The United States loses about 6,000 acres of open space every day to development. Land that previously served agricultural or ecological balance purposes is bought up and converted into new homes or shopping centers.

In order to safeguard our natural environment, it is essential that this phenomenon be slowed by making land conservation an economically viable option for all landowners.

The time to focus on conserving land and preserving our natural resources for future generations is now. Recently, the land conservation community has been engaged in a debate about what should motivate land conservation and the preservation of natural resources. Concurrently, the vast majority of scientists warn us that climate change, the decline in pollinator populations, and other environmental stressors are threatening our planet and the future existence of the human race.

As a conservation community, are we failing to see the forest for the trees?

On one side of the debate are those who posit that true conservation isn’t about profit. They believe that the psychological utility and other “feel-good” rewards derived from conserving valuable land resources for future generations should be sufficient motivation for landowners to voluntarily sacrifice their own economic self-interests for the good of society. On the other side are those who feel that land conservation must offer an economically viable option to motivate the landowner to forego short-term economic benefits to conserve the land for public interest.

For the most part, our actions to conserve land and preserve our natural resources in the U.S. have historically been driven via agencies such as the Environmental Protection Agency that employ public funds to achieve environmental objectives. Unfortunately, funding for environmental matters often fluctuates from administration to administration. Public agencies simply can’t shoulder the entire responsibility for conserving land and preserving our natural resources – private citizens must take on greater responsibility in maintaining a healthy balance between economic growth and environmental protection.
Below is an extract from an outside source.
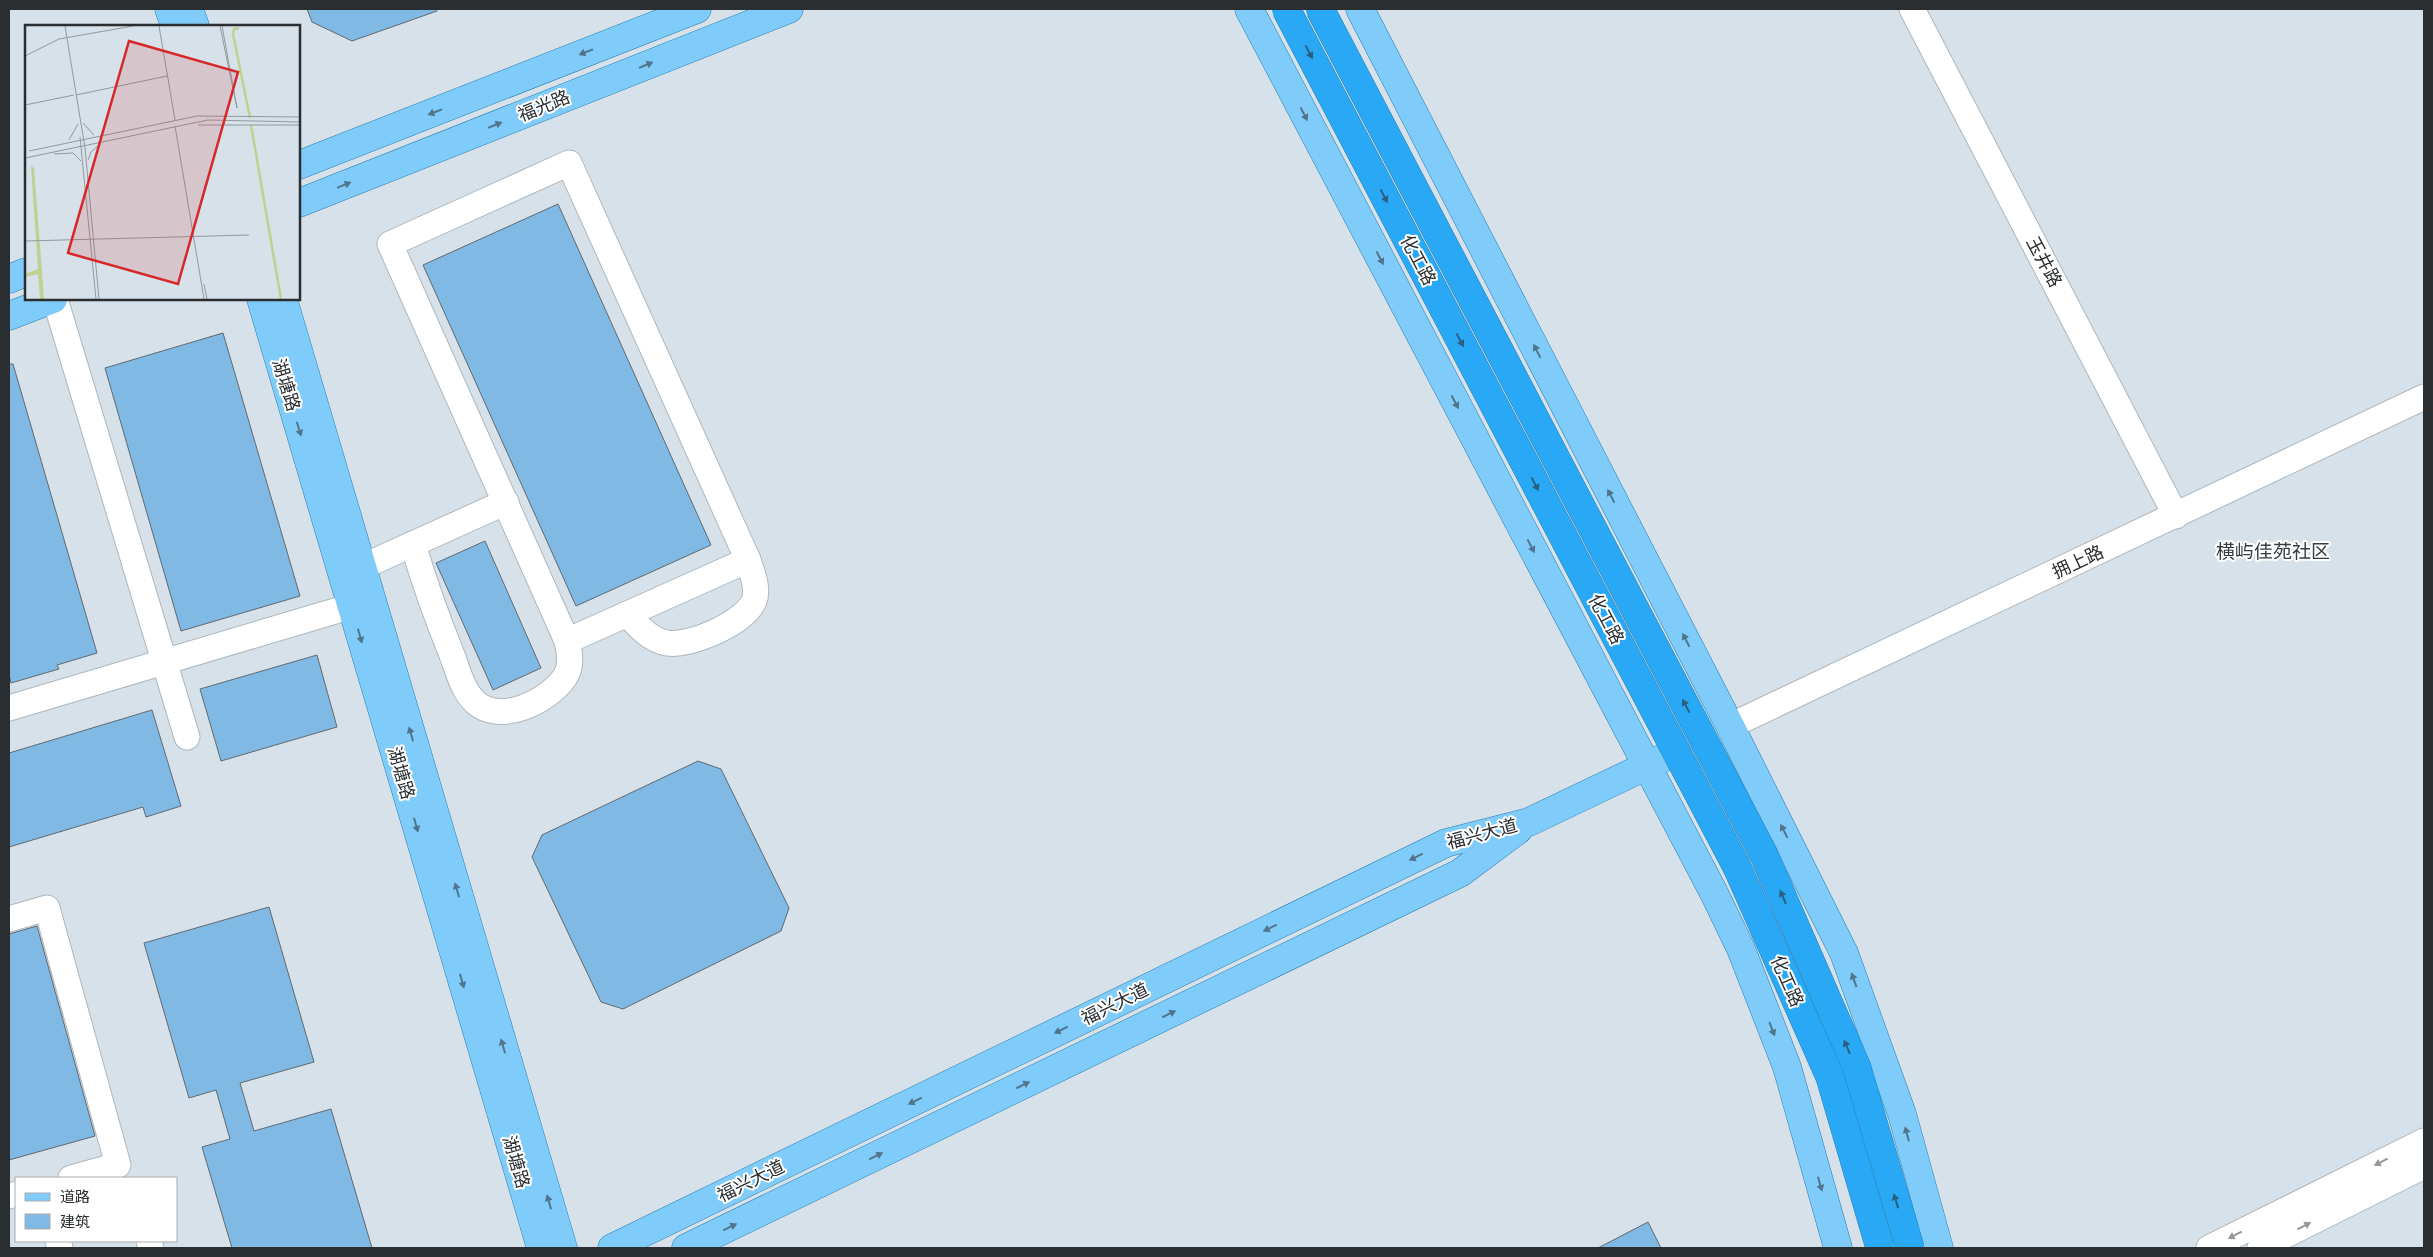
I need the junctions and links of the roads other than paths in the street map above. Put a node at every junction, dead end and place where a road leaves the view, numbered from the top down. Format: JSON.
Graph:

Augmenting public support for conservation are the many private efforts advanced by The Nature Conservancy, the Sierra Club and other great organizations that promote environmental awareness, conservation and environmental responsibility. These organizations do wonderful work to promote responsible use of our nation’s most valuable land resources; however, despite these groups’ work, private landowners often make the final decisions regarding the use of their land.

As much as I’d like to believe that land conservation needn’t be profitable for landowners to act in a way that’s in the best interest of the environment and the public, it’s just not a realistic expectation. Self-interest is a driving force in human action, and conservation is rarely a landowner’s most profitable option.

I wish the general public was more worried about climate change, pollinator loss and other environmental consequences associated with the loss of our open spaces, and I also wish more people would put aside their own self-interests to help contribute to a larger societal good. But that simply isn’t reality, and we can’t allow more lands to fall to development while we hope for human nature to change.

That is why financial incentives are so important and should be encouraged. It is also why the conservation community should spend its efforts on improving and protecting those incentives, not further restricting them.

Aldo Leopold, a founding father of modern conservation, said: “to build a better motor we tap the uttermost powers of the human brain; to build a better countryside we throw dice.” I’m not willing to gamble — I want to make conservation an economically viable choice for all Americans. Our future depends upon it.

 

Drew D. Troyer is the co-founder, chairman of the board, and director of strategy for the Compatible Lands Foundation.